The issue here is that some people DON’T know that they are not receiving proper care and diagnosis. That’s what Scott is highlighting in his rant.
So, you’re saying making making a blog based rant solves the problem, and makes those people aware they are not receiving proper care and diagnosis? That’s interesting. LOL.
rant (rænt)
verb
1. to utter (something) in loud, violent, or bombastic tones
2. (intr) Scot to make merry; frolic
noun
3. loud, declamatory, or extravagant speech; bombast
4. Scot a wild revel
5. Scot an energetic dance or its tune
“So, you’re saying making making a blog based rant solves the problem, and makes those people aware they are not receiving proper care and diagnosis? That’s interesting. LOL.”
In response to this comment, yes I think articles like this CAN lead you to receiving proper care and diagnosis. If only one person reads such an article and it makes a difference in their life ………. then Scott’s article has been worthwhile. However, if you are one of the few who has no need for a diagnosis OR has experienced smooth sailing with any diagnosis and treatment, then the whole article might not mean much to you at all.
I could also go on a rant about how my doctor prescribed SSRi’s for me, which took me over a decade to get off, causing a whole host of health problems. There’s a time and place, and giving a pill for the sake of giving a pill is not the answer.
Wonderfully well said! as usual I can relate and agree.
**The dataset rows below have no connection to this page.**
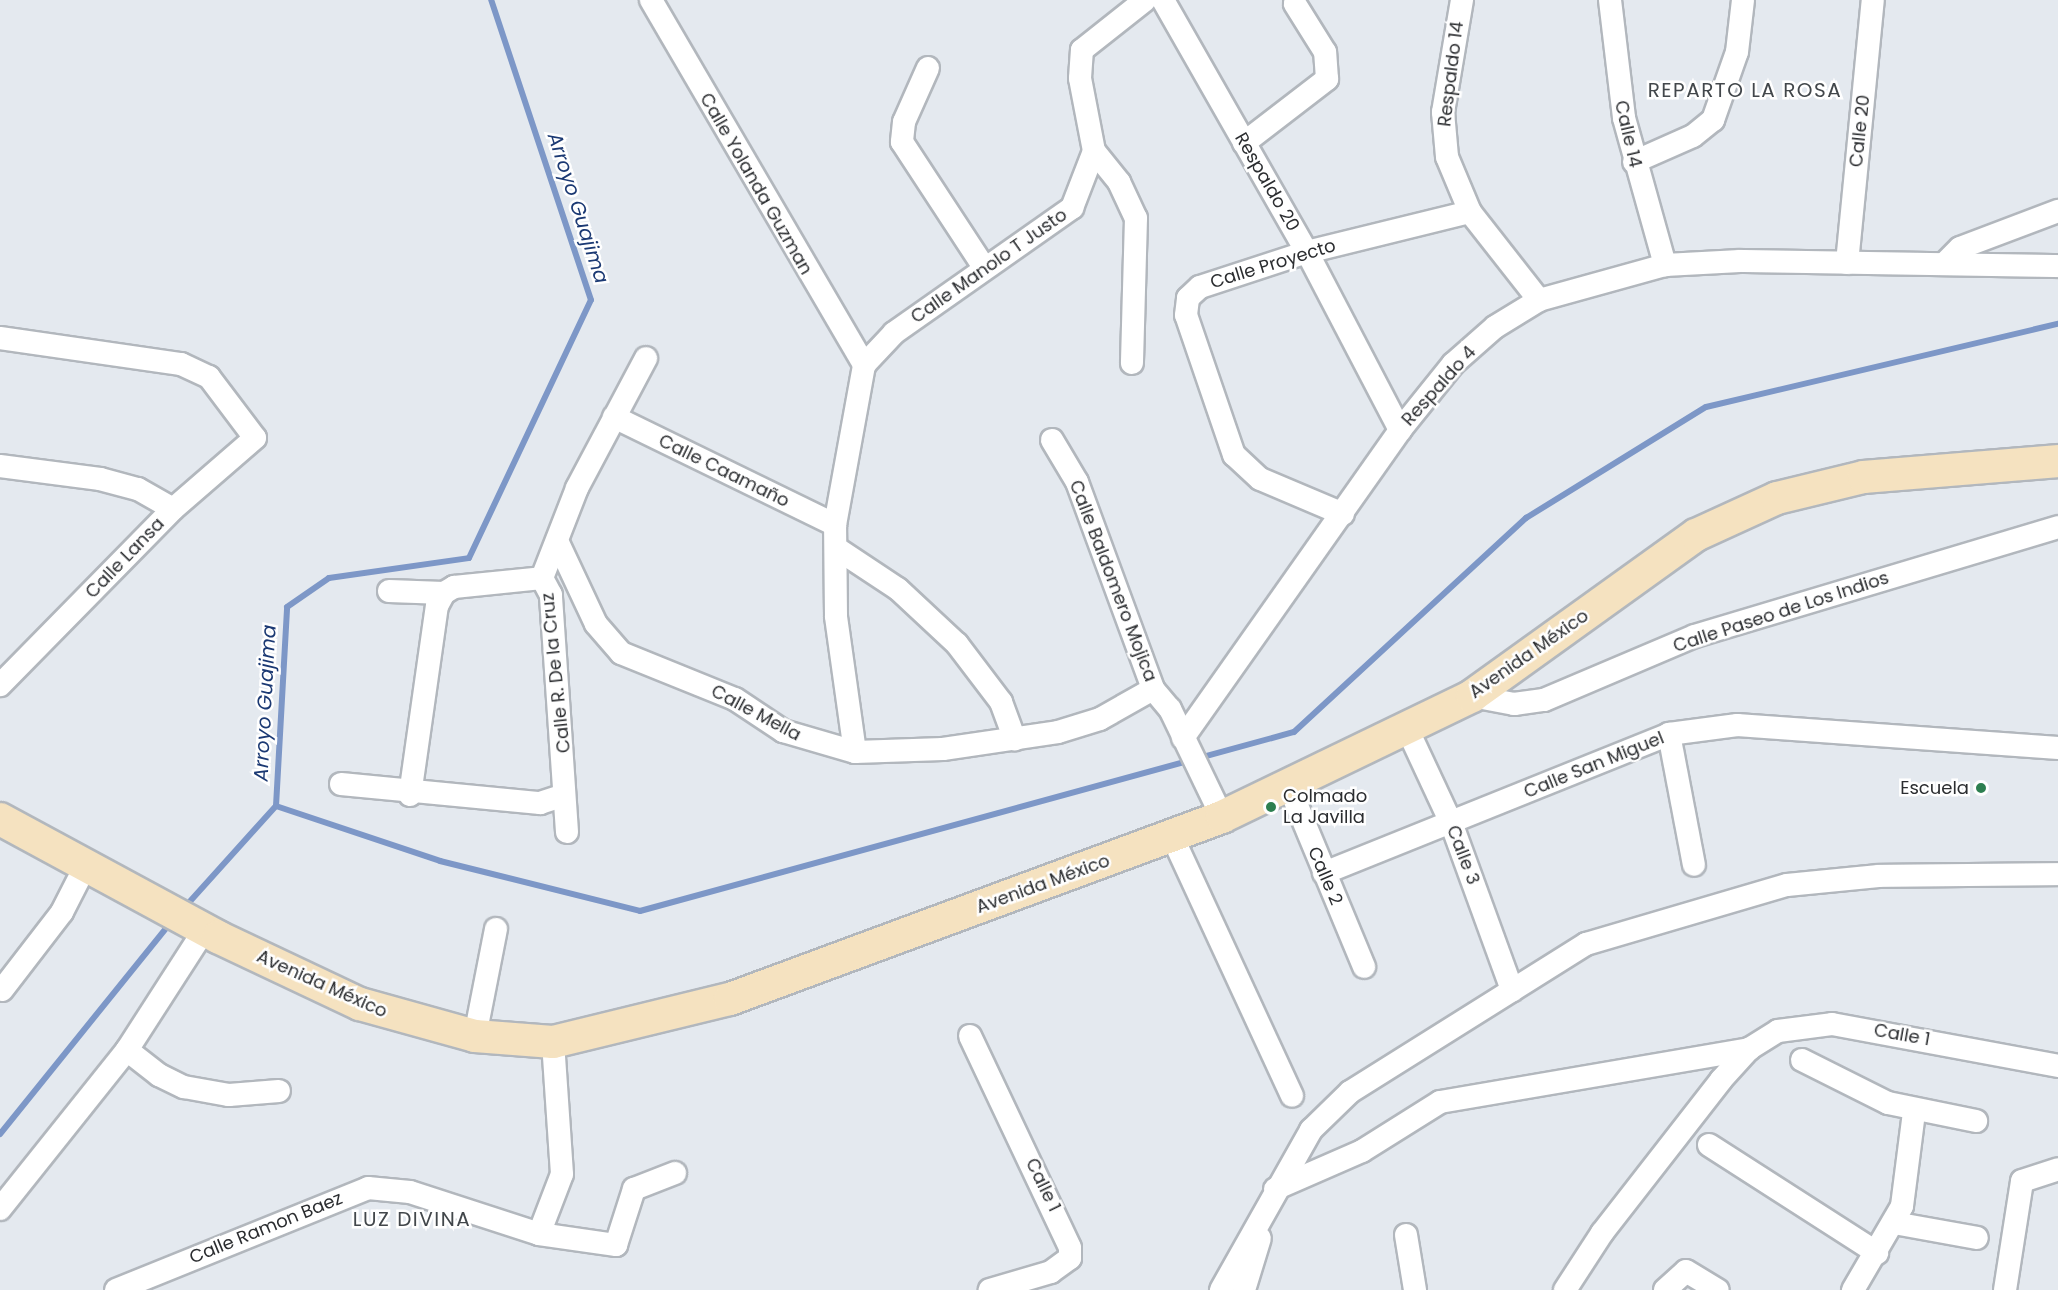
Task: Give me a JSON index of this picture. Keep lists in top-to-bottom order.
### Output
{
  "streets": {
    "street": [
      "Respaldo 14",
      "Calle 20",
      "Calle 14",
      "Respaldo 20",
      "Calle Yolanda Guzman",
      "Calle Proyecto",
      "Calle Manolo T Justo",
      "Respaldo 4",
      "Calle Caamaño",
      "Calle Lansa",
      "Calle Baldomero Mojica",
      "Calle Paseo de Los Indios",
      "Avenida México",
      "Calle R. De la Cruz",
      "Calle Mella",
      "Calle San Miguel",
      "Calle 3",
      "Calle 2",
      "Calle 1",
      "Calle Ramon Baez"
    ]
  },
  "crossings": [
    ["Respaldo 14", "Calle Proyecto"],
    ["Respaldo 14", "Respaldo 4"],
    ["Calle 20", "Respaldo 4"],
    ["Calle 14", "Respaldo 4"],
    ["Respaldo 20", "Calle Proyecto"],
    ["Respaldo 20", "Respaldo 4"],
    ["Calle Yolanda Guzman", "Calle Manolo T Justo"],
    ["Calle Proyecto", "Respaldo 4"],
    ["Respaldo 4", "Calle Baldomero Mojica"],
    ["Calle Caamaño", "Calle R. De la Cruz"],
    ["Calle Baldomero Mojica", "Avenida México"],
    ["Calle Baldomero Mojica", "Calle Mella"],
    ["Calle Paseo de Los Indios", "Avenida México"],
    ["Avenida México", "Calle 3"],
    ["Avenida México", "Calle 2"],
    ["Calle R. De la Cruz", "Calle Mella"],
    ["Calle San Miguel", "Calle 3"],
    ["Calle San Miguel", "Calle 2"]
  ],
  "districts": ["REPARTO LA ROSA", "LUZ DIVINA"],
  "water": ["Arroyo Guajima"],
  "places": ["Escuela", "Colmado La Javilla"]
}
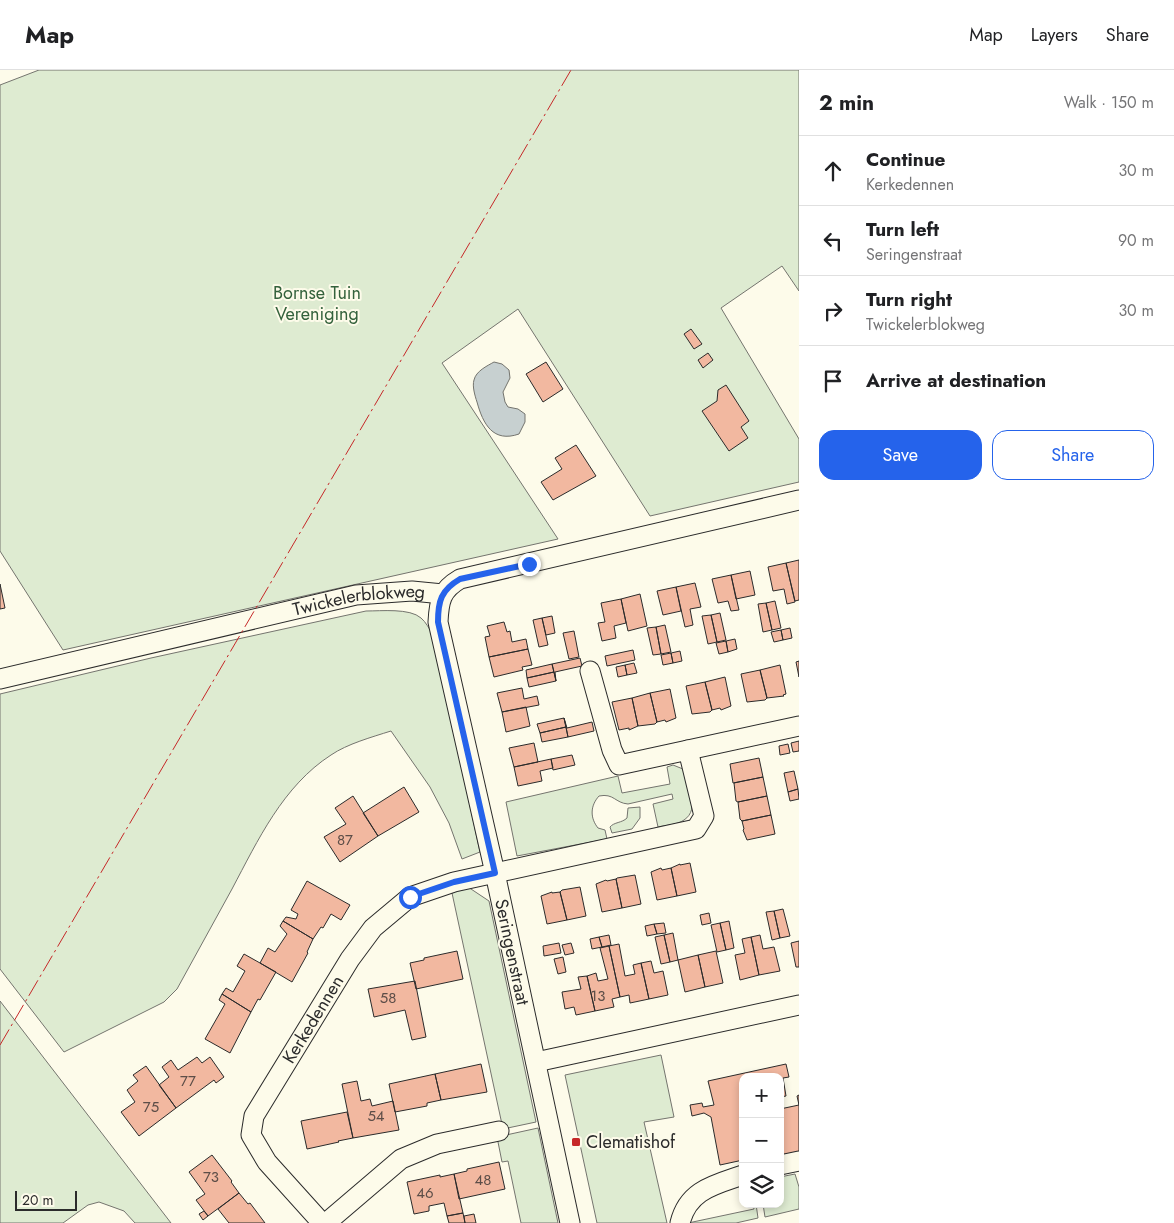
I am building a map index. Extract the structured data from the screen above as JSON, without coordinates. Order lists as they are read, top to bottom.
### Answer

I can’t count how many times I have walked out with a prescription I never filled because I started to tell a doctor what I was going through and he started writing out a prescription.
There are people who need meds, and there are people who are just going through some shit and have every right to be depressed, anxious, or unable to sleep. I find it totally insulting when I am handed drugs to deal with a situation I have every right to be upset about.
It seems like no one is ever allowed to just grieve, or be upset about something they have every right to be upset about. I have a cousin who was widowed 10 years ago and she is still on the same meds she was a week after her husband died. She has gained 100 lbs, and lost all joy in life,her house is a disaster because she is not functioning with a clear mind, she doesn’t get upset about things she should be upset about. Her life is flat lined.
I find that terribly sad.
It seems to me that society in general wants a quick fix, women come into my blog two weeks after leaving an abusive relationship and want to know what;s wrong with them, why can’t they move on. I would worry if they were able to move on after two weeks.
Like I said, some people need meds and I do not profess to know who should get meds and who shouldn’t but my good God, let people feel long enough to learn from the experience and grow, don’t mask all the feelings with drugs.
Personally, the most painful experience of my life was the most rewarding in the end and resulted in me finding an inner peace I never knew possible and I strength I never knew I had, I can’t imagine that happening if I had been medicated into not caring.
Just my opinion for what it is.
Just my opinion for what its worth. ooops typo
Great ‘rant’ Scott. I so agree with what you have to say I said I wish I had said it myself. I have been very lucky to have been placed in the hands of a very good doctor. Even so, it took another very good psychiatrist to finally level me out, change some meds, and help get me feeling like half a normal human being again. I take a crapload of meds right now, and although I would prefer to be taking none, I am grateful for being taken care of by a group of wonderful doctors and counsellors who heard me and got what I needed right. I don’t know where I would be without that help. I think I got a lot lucky and wow! Am I ever happy that my story doesn’t star a doctor who is googling me in the next room!